Listed Building – Grade I
- Official name: Church of St Margaret, Saturday Market Place
- Designated: 1 December 1951
- Reference no.: 1211336

= King's Lynn Minster =

Medieval minster in Norfolk

St Margaret's Church, King's Lynn, entitled King's Lynn Minster since 2011, is a Grade I listed parish church in the Church of England in King's Lynn, Norfolk. The building dates from the 12th to 15th centuries, with major restoration of the nave in the 18th century. Five of its ten bells and its organ also date back to the mid-18th century.

==History==
===Benedictine priory===
The church was established by Herbert de Losinga, Bishop of Norwich in 1095 to serve a Benedictine Priory and dedicated to St Margaret of Antioch. The priory was subordinate to the Priory of the Holy Trinity in Norwich.

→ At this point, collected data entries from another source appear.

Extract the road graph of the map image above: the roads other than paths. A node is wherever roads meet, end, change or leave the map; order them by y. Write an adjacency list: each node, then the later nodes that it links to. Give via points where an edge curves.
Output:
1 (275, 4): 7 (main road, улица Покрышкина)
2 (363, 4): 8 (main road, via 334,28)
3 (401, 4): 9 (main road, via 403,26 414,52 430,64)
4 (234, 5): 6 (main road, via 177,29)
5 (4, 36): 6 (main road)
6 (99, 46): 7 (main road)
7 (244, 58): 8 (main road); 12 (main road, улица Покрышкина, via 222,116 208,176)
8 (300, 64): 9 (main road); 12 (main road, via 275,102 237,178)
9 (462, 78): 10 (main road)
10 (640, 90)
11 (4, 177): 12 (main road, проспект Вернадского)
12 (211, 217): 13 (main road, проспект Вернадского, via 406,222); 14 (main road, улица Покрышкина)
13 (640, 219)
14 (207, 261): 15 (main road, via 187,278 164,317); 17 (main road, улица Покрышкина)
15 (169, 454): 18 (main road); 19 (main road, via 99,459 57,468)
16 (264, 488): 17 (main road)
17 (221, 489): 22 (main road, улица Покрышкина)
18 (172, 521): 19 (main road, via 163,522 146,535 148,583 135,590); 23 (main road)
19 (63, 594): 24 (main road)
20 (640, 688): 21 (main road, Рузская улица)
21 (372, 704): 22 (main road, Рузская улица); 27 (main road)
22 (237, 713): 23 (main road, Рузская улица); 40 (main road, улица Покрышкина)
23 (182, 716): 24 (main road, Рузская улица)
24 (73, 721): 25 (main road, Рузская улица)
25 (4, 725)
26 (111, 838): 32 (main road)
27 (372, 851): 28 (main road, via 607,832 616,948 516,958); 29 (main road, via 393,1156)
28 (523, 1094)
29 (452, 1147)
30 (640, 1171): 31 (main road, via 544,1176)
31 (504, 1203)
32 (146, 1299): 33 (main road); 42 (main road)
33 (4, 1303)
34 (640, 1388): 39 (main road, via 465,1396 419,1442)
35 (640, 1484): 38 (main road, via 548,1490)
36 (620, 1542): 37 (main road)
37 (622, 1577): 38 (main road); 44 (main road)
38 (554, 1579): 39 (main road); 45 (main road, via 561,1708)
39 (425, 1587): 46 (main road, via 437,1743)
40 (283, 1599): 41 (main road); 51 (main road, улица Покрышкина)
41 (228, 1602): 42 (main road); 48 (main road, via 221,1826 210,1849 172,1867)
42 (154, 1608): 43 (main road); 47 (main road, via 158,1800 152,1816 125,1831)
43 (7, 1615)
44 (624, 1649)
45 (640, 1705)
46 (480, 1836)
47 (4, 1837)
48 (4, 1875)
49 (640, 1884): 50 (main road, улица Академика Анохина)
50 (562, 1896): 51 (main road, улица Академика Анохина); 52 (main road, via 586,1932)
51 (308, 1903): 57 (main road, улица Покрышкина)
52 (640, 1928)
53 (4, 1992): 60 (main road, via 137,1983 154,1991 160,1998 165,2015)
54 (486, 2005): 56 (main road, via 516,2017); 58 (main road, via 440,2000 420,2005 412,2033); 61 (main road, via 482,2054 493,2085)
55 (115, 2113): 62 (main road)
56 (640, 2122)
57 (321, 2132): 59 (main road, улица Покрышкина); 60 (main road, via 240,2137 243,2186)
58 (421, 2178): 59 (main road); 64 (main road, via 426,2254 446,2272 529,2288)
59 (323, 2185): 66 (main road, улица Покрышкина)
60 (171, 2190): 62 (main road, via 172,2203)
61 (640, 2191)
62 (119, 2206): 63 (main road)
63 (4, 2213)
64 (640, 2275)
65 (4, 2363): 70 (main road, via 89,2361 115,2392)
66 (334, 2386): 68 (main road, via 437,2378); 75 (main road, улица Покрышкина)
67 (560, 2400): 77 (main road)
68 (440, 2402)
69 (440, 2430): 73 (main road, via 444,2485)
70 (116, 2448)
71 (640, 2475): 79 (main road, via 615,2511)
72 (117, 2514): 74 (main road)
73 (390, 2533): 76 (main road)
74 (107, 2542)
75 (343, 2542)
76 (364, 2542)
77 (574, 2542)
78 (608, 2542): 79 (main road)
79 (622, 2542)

The slender 12th-century south-west tower in the Early English Gothic style precedes the larger north-west tower in the Perpendicular style of the 15th century. The chancel with clerestory dates from the 13th century, when the earlier Norman nave was replaced. Elements of the Norman building survive in the base of the south-west tower.

===Parish church===
After the English Reformation St Margaret's became the parish church for the town of King's Lynn, and its property was used as an endowment for Norwich Cathedral. Prior Drake was made prebend of the fourth stall in Norwich Cathedral.

The central lantern and south-west spire collapsed in 1741, which destroyed much of the nave. This was reconstructed in a programme of rebuilding between 1745 and 1746 by the architect Matthew Brettingham in an early Gothic revival style. The church retains its medieval misericords.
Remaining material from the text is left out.